Ketika orang melakukan i'tikaf di luar bulan Ramadhan dengan seabrek amalan saleh selama kurang lebih satu bulan full misalnya, maka i'tikaf tersebut tidak ada apa-apanya bila dibandingkan dengan i'tikaf pada sepuluh hari terakhir bulan Ramadhan. Karena, i'tikaf di luar bulan Ramadhan tidak ada tuntunannya. Selain itu, tidak ada peristiwa lail al-qadr di sana. Sebab, peristiwa lail al-qadr hanya terjadi dalam bulan Ramadhan. Itu pun hanya terjadi pada malam-malam ganjil sepuluh hari terakhir bulan Ramadhan. Begitu pula ketika ada orang yang melakukan I'tikaf hanya pada sepuluh malam pertama atau sepuluh malam kedua dalam bulan Ramadhan. Sama saja, tidak bisa dibandingkan dengan syariat i'tikaf.

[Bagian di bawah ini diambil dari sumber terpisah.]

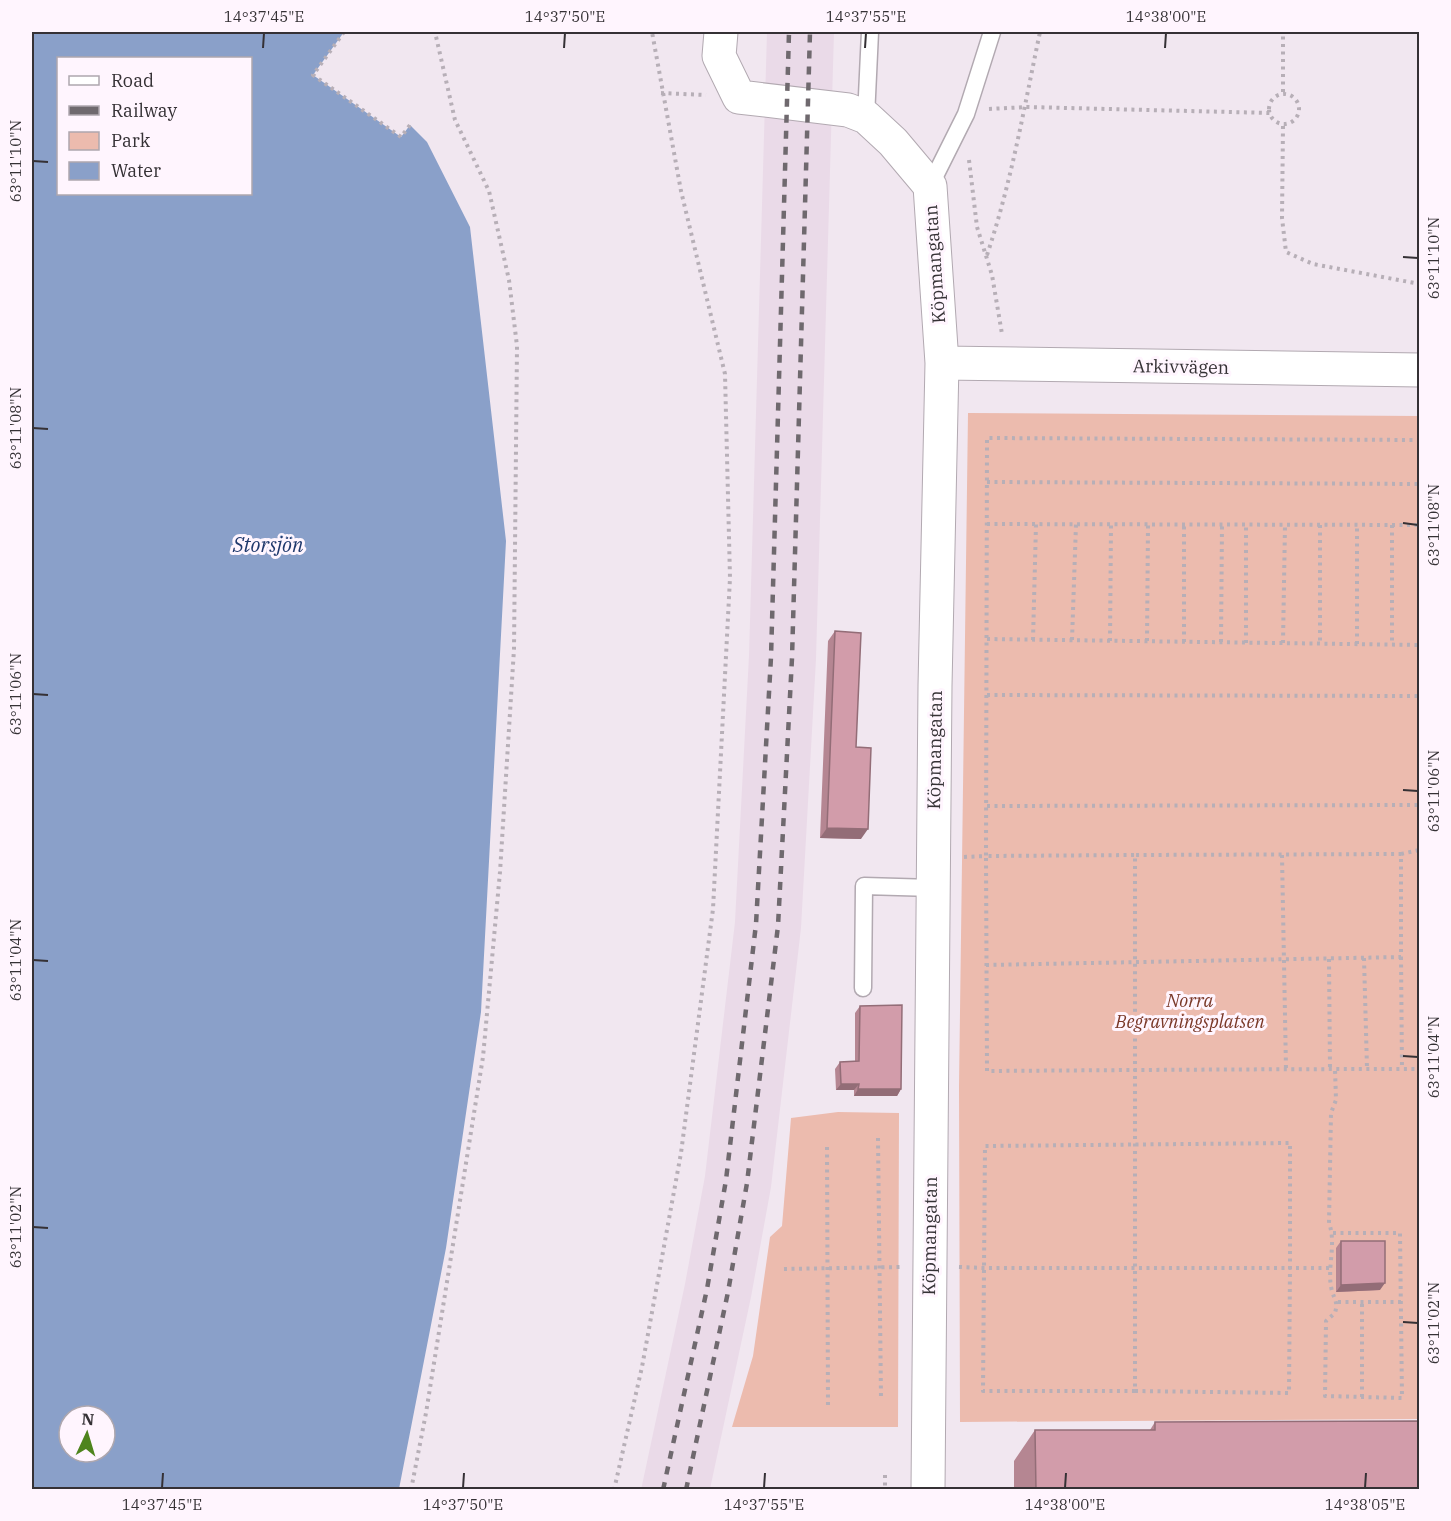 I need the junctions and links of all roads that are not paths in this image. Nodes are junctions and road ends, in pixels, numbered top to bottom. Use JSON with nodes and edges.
{"nodes":[{"id":1,"x":721,"y":32,"type":"edge"},
{"id":2,"x":870,"y":32,"type":"edge"},
{"id":3,"x":992,"y":32,"type":"edge"},
{"id":4,"x":866,"y":117,"type":"junction"},
{"id":5,"x":930,"y":186,"type":"junction"},
{"id":6,"x":942,"y":363,"type":"junction"},
{"id":7,"x":1419,"y":370,"type":"edge"},
{"id":8,"x":934,"y":873,"type":"junction"},
{"id":9,"x":863,"y":988,"type":"dead end"},
{"id":10,"x":928,"y":1490,"type":"edge"}],
"edges":[{"from":1,"to":4,"type":"street","name":"Köpmangatan"},
{"from":2,"to":4,"type":"lane"},
{"from":3,"to":5,"type":"lane"},
{"from":4,"to":5,"type":"street","name":"Köpmangatan"},
{"from":5,"to":6,"type":"street","name":"Köpmangatan"},
{"from":6,"to":7,"type":"street","name":"Arkivvägen"},
{"from":6,"to":8,"type":"street","name":"Köpmangatan"},
{"from":8,"to":9,"type":"lane"},
{"from":8,"to":10,"type":"street","name":"Köpmangatan"}]} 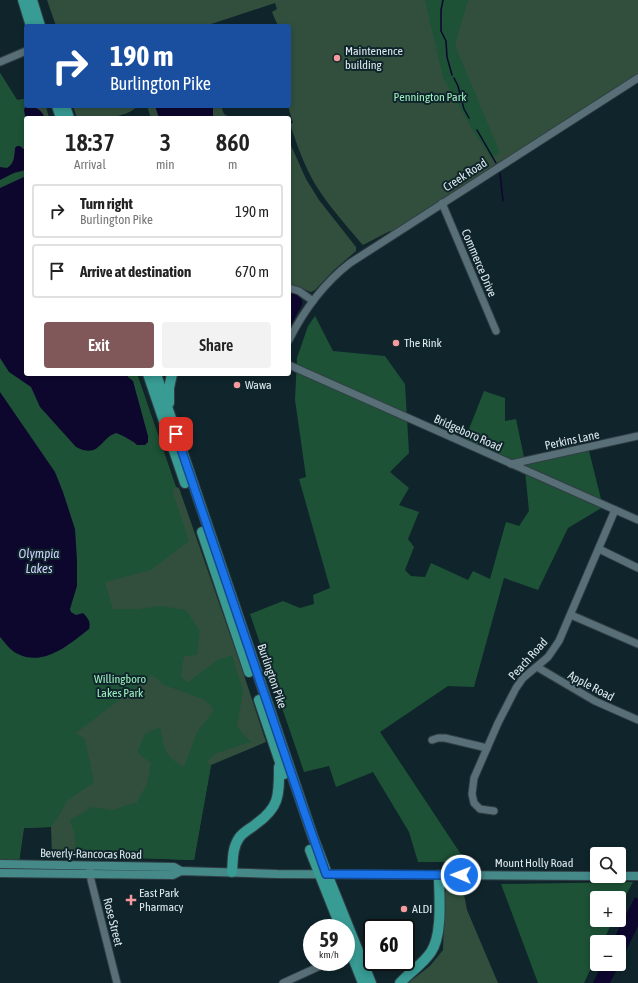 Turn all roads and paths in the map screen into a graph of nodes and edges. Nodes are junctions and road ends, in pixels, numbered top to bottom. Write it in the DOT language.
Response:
graph roads {
  1 [pos="23,0"];
  2 [pos="32,0"];
  3 [pos="30,24"];
  4 [pos="39,24"];
  5 [pos="24,52"];
  6 [pos="0,62"];
  7 [pos="638,78"];
  8 [pos="442,203"];
  9 [pos="291,289"];
  10 [pos="312,301"];
  11 [pos="496,331"];
  12 [pos="291,336"];
  13 [pos="291,366"];
  14 [pos="149,376"];
  15 [pos="157,376"];
  16 [pos="172,376"];
  17 [pos="169,411"];
  18 [pos="638,436"];
  19 [pos="511,464"];
  20 [pos="615,510"];
  21 [pos="638,520"];
  22 [pos="599,549"];
  23 [pos="638,568"];
  24 [pos="571,615"];
  25 [pos="638,644"];
  26 [pos="537,667"];
  27 [pos="638,720"];
  28 [pos="432,740"];
  29 [pos="487,748"];
  30 [pos="279,759"];
  31 [pos="494,811"];
  32 [pos="0,864"];
  33 [pos="90,870"];
  34 [pos="232,872"];
  35 [pos="0,873"];
  36 [pos="323,874"];
  37 [pos="439,875"];
  38 [pos="590,876"];
  39 [pos="626,876"];
  40 [pos="638,876"];
  41 [pos="338,919"];
  42 [pos="355,966"];
  43 [pos="309,971"];
  44 [pos="117,983"];
  45 [pos="283,983"];
  46 [pos="363,983"];
  47 [pos="371,983"];
  48 [pos="400,983"];
  1 -- 3 [label="highway"];
  2 -- 4 [label="highway"];
  5 -- 6 [label="street"];
  7 -- 8 [label="street, Creek Road"];
  8 -- 10 [label="street, Creek Road"];
  8 -- 11 [label="street, Commerce Drive"];
  9 -- 10 [label="street"];
  10 -- 12 [label="street, Creek Road"];
  13 -- 19 [label="street, Bridgeboro Road"];
  14 -- 30 [label="highway, Burlington Pike"];
  15 -- 17 [label="highway, Burlington Pike"];
  16 -- 17 [label="highway"];
  17 -- 36 [label="highway, Burlington Pike"];
  18 -- 19 [label="street, Perkins Lane"];
  19 -- 20 [label="street, Bridgeboro Road"];
  20 -- 21 [label="street, Bridgeboro Road"];
  20 -- 22 [label="street, Peach Road"];
  22 -- 23 [label="street"];
  22 -- 24 [label="street, Peach Road"];
  24 -- 25 [label="street"];
  24 -- 26 [label="street, Peach Road"];
  26 -- 27 [label="street, Apple Road"];
  26 -- 29 [label="street, Peach Road"];
  28 -- 29 [label="street"];
  29 -- 31 [label="street, Peach Road"];
  30 -- 34 [label="highway"];
  30 -- 36 [label="highway, Burlington Pike"];
  32 -- 33 [label="main road, Beverly-Rancocas Road"];
  33 -- 34 [label="main road, Beverly-Rancocas Road"];
  33 -- 35 [label="main road, Beverly-Rancocas Road"];
  33 -- 44 [label="street, Rose Street"];
  34 -- 36 [label="main road, Beverly-Rancocas Road"];
  36 -- 37 [label="main road, Mount Holly Road"];
  36 -- 41 [label="highway, Burlington Pike"];
  36 -- 47 [label="highway, Burlington Pike"];
  37 -- 38 [label="main road, Mount Holly Road"];
  37 -- 48 [label="highway"];
  39 -- 40 [label="main road"];
  42 -- 46 [label="highway"];
  43 -- 45 [label="street"];
}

Setidak-tidaknya terdapat beberapa basis keyakinan teologis terhadap peristiwa lail al-qadr. Pertama; peristiwa lail al-qadr merupakan waktu di mana terjadinya peristiwa nuzul al-Qur'an yang kebanyakan tanggal 17 Ramadhan kemarin dirayakan dan diperingati dengan pelbagai macam kegiatan keagamaan. Namun, peristiwa nuzul al-Qur'an yang terjadi pada lail al-qadr itu hanya berkaitan dengan tahapan turunnya al-Qur'an dari Allah ke Lauh Mahfud lalu kemudian dari Lauh Mahfud diturunkan kepada bait al-izzah secara keseluruhan 30 juz. Karena, pada peristiwa lail al-qadr disinyalir belum ada proses nuzul-transmisi Wahyu al-Qur'an kepada Nabi Muhammad saw.

Point tersebut perlu kiranya untuk ditekankan di sini karena ada pengandaian yang berkembang di tengah-tengah masyarakat bahwa peristiwa lail al-qadr merupakan peristiwa turunnya al-Qur'an tanpa ada penjelasan lanjutnya; turunnya al-Qur'an pada lail al-qadr itu adalah turunnya al-Qur'an kepada Nabi Muhammad saw atau(kah) turunnya al-Qur'an dari Allah ke Lauh Mahfud lalu kemudian diturunkan ke bait al-izzah? Jika pengandaian demikian diterima begitu saja tanpa ada "catatan tambahan", maka pengandaian demikian bertentangan dengan keyakinan (teoretis dan praktik) umat Islam yang mengandaikan bahwa al-Qur'an turun pada tanggal 17 Ramadhan.

Kedua; peristiwa lail al-qadr merupakan malam kemuliaan, keberkahan, kesejahteraan dan seribu bulan. Pandangan ini berangkat dari ayat-ayat dan juga hadis yang berbicara tentang peristiwa lail al-qadr. Penamaan lail al-qadr demikian dikarenakan pada malam itu ada yang spesial. Di antaranya adalah malam diturunkaan al-Qur'an. Pada malam itu Allah menetapkan takdir kehidupan (rezeki, ajal, dan semua peristiwa yang terjadi) selama setahun. Pada malam itu para Malaikat turun ke bumi. Pada malam itu pula Allah melipatgandakan pelbagai amalan saleh yang dilakukan seorang hamba, sampai-sampai amalan saleh itu jauh lebih baik dari seribu bulan.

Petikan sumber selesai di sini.